退職を申し出た人には、理由を詮索することなく快く送り出したうえで、寿退職などの明らかな理由が見いだせない人に対しては、「もしあなたの退職理由が、この職場や職場の誰かの不当な行為による問題であるとしたら、退職後でもよいから、知らせてくださるとありがたいです。」と頼めばよい。それ以上の詮索は無意味であるだけでなく、ハラスメントになりかねない。
ところで介護事業者の中にも、退職を申し出る時期を3カ月前などと期限を規定しているところがある。しかし就業規則でそうした規定を設けていたとしても、それは無意味で、従業員はその規定に縛られる必要がないことを理解しているだろうか。
労働者の意思による退職(辞職)は、原則として「自由」である。つまり、退職(辞職)という従業員の行動を、介護事業者は拒むことができないのだ。
ただし退職に関する主なルールは、労働基準法ではなく民法で規定されており、いつでも労働者の意思だけで勝手に退職しても良いというわけではない。
働く期間を限定せずに雇用契約を締結している場合は、正社員、派遣社員、アルバイト・パートに関係なく、「期間の定めのない雇用契約」に該当し、労働者は、いつでも自由に解約の申入れをすることができる。この場合において、雇用は、解約の申入れの日から二週間を経過することによって終了する。(民法627条1項)
介護事業者の多くの従業員はこの、「期間の定めのない雇用契約」に該当するだろう。
仮に介護事業者と、「○年○月○日まで働く」と期間を定めた労働契約を結んだとする。
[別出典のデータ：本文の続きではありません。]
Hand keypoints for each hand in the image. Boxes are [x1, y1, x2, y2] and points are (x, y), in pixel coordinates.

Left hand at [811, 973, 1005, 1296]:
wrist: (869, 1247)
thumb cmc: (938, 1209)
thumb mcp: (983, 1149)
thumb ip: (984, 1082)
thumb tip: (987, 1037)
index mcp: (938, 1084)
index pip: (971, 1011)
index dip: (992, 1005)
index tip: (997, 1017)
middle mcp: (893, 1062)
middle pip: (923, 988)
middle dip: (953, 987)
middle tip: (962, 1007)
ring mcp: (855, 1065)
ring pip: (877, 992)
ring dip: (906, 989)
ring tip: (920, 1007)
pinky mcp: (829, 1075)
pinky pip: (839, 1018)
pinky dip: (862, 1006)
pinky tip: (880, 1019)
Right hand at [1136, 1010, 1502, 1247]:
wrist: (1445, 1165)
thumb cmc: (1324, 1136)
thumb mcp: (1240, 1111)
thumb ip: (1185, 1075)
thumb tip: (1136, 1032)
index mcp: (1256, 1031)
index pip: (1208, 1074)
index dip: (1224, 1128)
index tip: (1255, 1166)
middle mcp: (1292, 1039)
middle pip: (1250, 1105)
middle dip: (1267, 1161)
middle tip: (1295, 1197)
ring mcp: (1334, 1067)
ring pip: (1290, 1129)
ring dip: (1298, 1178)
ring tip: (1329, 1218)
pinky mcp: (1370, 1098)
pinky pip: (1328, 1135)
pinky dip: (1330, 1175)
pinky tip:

例えば僕がコンサル先の事業所の業務実態を知るために、1月あるいは半年などの雇用契約を結んで管理職として勤める場合などがこれに当たる。この場合、やむを得ない理由に該当しない限り契約期間の途中での退職(辞職)は原則的にできない。しかし一般従業員の場合は、こうした雇用契約形態はほとんどないから、この規定はレアケースに適用されると考えてよい。
よって介護事業者に勤める大多数の従業員は、退職2週間前にその意思を申し出ることで、2週間後に退職できるのである。これを介護事業者が阻止することはできず、行えば法律違反を問われることになる。
民法における、「2週間前までの退職(辞職)の申し入れ」よりも長い期間の申し入れ義務を会社が就業規則に定めていても無効なのである。就業規則は法律を超えられないからだ。
この際、民法の2週間ルールはともかくとして、職場の就業規則である退職金の支給ルール等で、3月前の退職申し出がないと退職金の支払いがされないとされていた場合はどうなるのだろう。
そのような規定があっても無効とされる判例が示されている。退職金制度がある職場において、一定期間働いている人が退職後に、退職金が支給されているという事実があるならば、合理的理由がない限り、民法で規定された退職申し出時期を超えた退職申し出期間を理由に、その支給を行わないことは認められないとされているのである。
この点でも労働者は護られていることを理解したほうが良い。
なお法律の規定にかかわらず、雇用契約時に明示された労働条件が事実と相違する場合においては、労働者は、即時に労働契約を解除することができる。この場合は2週間前の申し出も必要なくなる。
このことは民法ではなく、労働基準法15条2項に規定されていることも理解してほしい。